§ **The task**
Would you show every line from the records that holds "then"?

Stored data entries
——

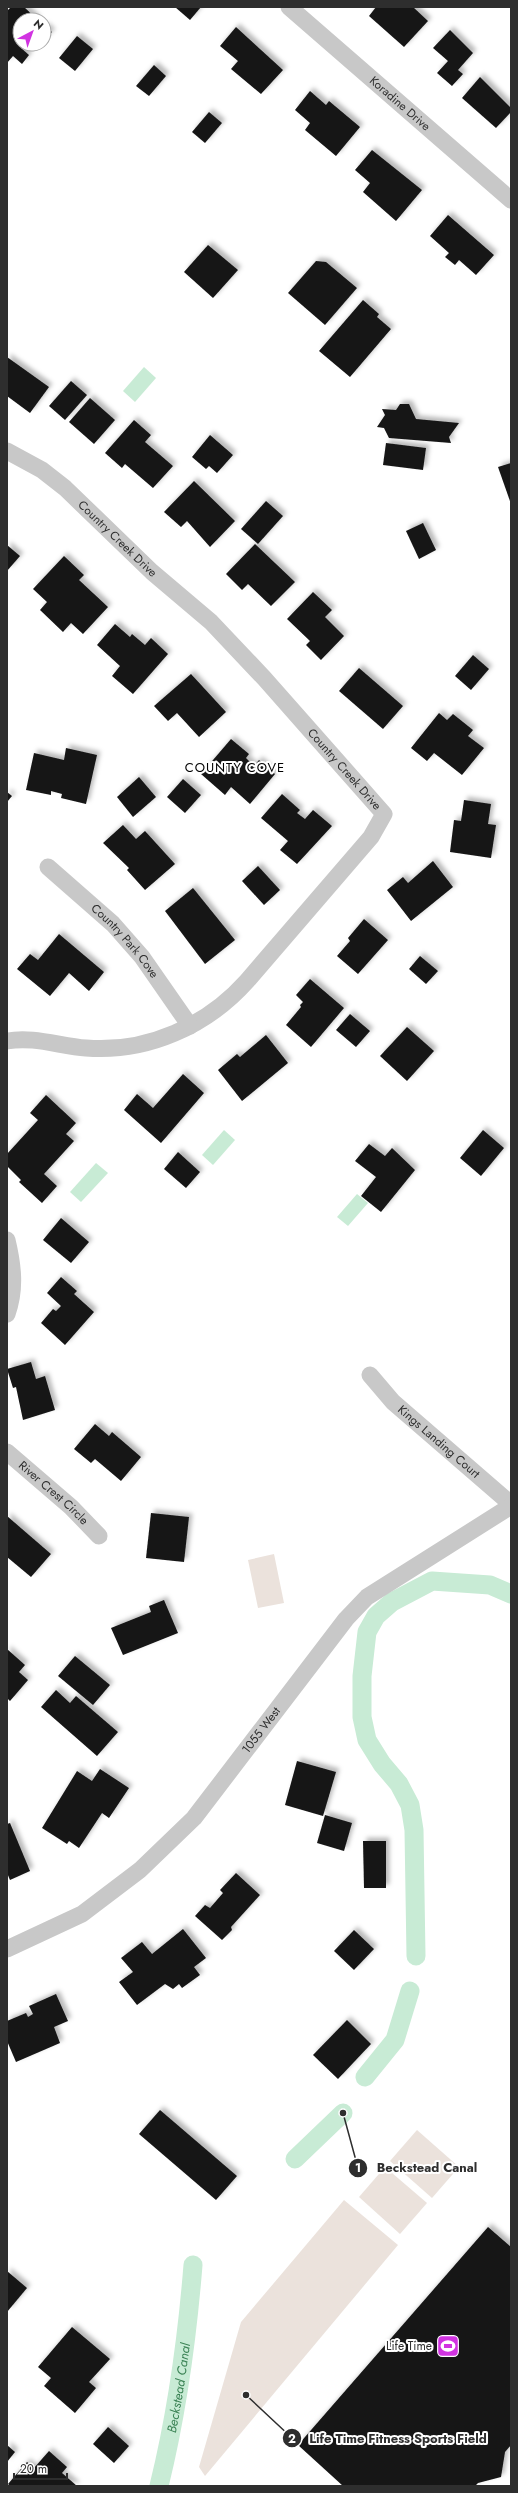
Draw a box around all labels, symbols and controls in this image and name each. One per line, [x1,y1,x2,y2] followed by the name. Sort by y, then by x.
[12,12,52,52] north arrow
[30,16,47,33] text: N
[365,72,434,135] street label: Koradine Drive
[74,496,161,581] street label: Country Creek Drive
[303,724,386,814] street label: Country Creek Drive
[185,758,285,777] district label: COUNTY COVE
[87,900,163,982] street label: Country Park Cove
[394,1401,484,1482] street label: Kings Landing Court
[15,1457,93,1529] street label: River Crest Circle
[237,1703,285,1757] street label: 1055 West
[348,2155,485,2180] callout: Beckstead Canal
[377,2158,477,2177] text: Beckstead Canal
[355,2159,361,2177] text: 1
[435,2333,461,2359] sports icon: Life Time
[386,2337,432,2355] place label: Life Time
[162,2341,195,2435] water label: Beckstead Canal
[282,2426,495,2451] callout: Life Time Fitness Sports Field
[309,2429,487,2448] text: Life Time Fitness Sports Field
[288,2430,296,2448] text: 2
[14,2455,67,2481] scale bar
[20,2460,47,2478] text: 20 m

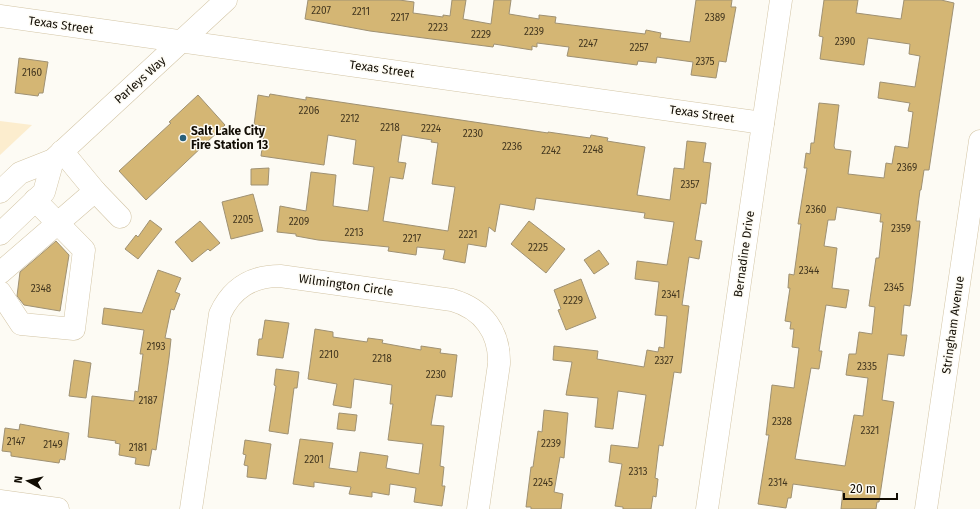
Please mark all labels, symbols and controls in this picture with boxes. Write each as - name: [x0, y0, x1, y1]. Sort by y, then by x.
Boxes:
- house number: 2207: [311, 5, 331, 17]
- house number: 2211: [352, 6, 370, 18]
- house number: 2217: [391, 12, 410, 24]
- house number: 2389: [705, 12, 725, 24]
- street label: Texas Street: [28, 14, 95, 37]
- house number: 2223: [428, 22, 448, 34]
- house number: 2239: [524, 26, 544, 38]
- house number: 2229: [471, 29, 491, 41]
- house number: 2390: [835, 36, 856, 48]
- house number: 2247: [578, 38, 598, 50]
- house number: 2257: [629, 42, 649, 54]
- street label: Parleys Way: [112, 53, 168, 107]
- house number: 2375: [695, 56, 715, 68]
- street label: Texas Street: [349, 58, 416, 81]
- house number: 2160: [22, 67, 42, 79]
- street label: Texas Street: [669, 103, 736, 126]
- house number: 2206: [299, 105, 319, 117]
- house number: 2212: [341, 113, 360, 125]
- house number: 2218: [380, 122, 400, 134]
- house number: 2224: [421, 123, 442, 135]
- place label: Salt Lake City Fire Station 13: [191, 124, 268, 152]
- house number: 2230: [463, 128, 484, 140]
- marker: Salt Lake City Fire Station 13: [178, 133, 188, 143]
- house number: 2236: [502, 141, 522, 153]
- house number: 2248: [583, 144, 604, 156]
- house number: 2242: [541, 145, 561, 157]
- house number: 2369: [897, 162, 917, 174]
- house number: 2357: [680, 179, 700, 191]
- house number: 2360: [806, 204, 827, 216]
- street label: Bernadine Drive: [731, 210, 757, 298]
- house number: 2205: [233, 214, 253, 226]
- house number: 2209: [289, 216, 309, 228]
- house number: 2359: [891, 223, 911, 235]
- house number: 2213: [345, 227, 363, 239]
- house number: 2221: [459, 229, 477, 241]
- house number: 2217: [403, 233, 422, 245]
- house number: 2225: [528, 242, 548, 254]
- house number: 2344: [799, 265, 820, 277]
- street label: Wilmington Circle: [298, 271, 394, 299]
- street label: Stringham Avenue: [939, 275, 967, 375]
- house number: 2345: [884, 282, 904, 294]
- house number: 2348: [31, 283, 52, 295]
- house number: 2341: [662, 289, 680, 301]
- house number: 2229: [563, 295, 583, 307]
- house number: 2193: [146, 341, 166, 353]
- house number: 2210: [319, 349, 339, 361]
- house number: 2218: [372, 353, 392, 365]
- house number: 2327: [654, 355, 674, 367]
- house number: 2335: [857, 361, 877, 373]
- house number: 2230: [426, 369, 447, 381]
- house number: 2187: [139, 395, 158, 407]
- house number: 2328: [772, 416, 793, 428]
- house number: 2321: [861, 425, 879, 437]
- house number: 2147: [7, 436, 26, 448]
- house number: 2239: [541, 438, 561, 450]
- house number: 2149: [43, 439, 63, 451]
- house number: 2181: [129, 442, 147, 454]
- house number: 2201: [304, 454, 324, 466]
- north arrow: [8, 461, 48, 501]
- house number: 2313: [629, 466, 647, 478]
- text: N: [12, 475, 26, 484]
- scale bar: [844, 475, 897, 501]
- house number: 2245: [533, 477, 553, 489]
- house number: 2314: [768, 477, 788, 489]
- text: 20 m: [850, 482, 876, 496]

——

§ **The completed task**
Draw a box around all labels, symbols and controls in this image and name each. One per line, [x1,y1,x2,y2] followed by the name. Sort by y, then by x.
Please mark all labels, symbols and controls in this picture with boxes. Write each as - name: [x0, y0, x1, y1]. Sort by y, then by x.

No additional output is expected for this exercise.